Zahra terlihat tidak bernafsu sekali ingin memakan sarapan itu entahlah mulutnya terasa sangat pahit mungkin terlalu banyak beban pikiran hingga membuat tubuhnya terasa tidak tidak enak kemudian Zahra meneguk susu yang sudah disediakan oleh ART nya.


" Loh kok nggak dimakan?" Tanya Rindi melihat sarapan anaknya masih utuh di atas meja makan.


" Males Bu nanti saja Zahra tidak nafsu untuk makan," jawabnya malas kemudian Zahra duduk di sofa ruang keluarga yang memeluk bantal sofa dan merebahkan tubuhnya.


Rindi menyerngit kemudian dia menghampiri anaknya dan duduk di sampingnya sambil membelai lembut pucuk kepala Zahra.

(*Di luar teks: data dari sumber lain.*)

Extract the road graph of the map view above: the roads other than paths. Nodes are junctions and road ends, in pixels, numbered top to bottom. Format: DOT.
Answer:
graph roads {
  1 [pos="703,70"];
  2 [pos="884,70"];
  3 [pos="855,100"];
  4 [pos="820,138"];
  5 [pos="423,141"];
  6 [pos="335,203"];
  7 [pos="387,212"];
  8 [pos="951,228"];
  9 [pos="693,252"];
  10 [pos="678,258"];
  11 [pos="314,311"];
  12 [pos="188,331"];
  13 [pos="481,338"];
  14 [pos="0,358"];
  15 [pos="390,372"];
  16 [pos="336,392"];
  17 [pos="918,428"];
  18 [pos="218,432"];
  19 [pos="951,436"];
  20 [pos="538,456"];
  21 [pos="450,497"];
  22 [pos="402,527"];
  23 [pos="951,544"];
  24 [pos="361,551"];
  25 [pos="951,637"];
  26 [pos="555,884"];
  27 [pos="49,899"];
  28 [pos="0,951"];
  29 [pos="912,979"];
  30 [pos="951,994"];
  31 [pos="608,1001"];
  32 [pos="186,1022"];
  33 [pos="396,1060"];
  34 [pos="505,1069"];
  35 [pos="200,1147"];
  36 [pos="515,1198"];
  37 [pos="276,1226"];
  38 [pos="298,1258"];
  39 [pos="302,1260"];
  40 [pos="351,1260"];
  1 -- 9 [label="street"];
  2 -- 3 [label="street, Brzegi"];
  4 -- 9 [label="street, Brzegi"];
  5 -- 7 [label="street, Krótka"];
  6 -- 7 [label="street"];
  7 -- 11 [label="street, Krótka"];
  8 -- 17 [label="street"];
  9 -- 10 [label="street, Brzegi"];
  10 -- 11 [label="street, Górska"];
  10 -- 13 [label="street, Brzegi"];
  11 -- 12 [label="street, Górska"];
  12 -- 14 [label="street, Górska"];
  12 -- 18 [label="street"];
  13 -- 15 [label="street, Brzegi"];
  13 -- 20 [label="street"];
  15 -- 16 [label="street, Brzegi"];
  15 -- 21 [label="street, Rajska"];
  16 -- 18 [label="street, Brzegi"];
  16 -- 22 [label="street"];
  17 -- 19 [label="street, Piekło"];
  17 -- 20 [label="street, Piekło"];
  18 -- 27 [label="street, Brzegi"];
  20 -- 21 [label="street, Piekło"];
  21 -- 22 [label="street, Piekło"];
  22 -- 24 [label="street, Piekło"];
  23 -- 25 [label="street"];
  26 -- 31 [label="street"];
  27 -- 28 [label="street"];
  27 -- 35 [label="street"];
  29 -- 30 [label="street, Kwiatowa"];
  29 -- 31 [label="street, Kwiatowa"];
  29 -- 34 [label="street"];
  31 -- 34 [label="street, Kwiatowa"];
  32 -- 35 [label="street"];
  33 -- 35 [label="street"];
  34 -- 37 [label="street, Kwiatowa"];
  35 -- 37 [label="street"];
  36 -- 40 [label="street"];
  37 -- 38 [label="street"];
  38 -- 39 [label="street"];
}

" Apa kamu masih memikirkan kejadian semalam, hem?" Tebak Rindi.


" Iya Bu, Zahra tidak bisa melupakan kejadian tadi malam dan juga perjodohan yang sudah kalian siapkan untuk Zahra."


Rindu tersenyum lantaran dia mengerti perasaan anaknya namun dia sendiri tidak bisa membantah apa yang sudah menjadi keputusan suaminya dia hanya bisa mendukung anaknya dan menasehati Jika pilihan mereka mungkin yang terbaik untuk masa depan anaknya.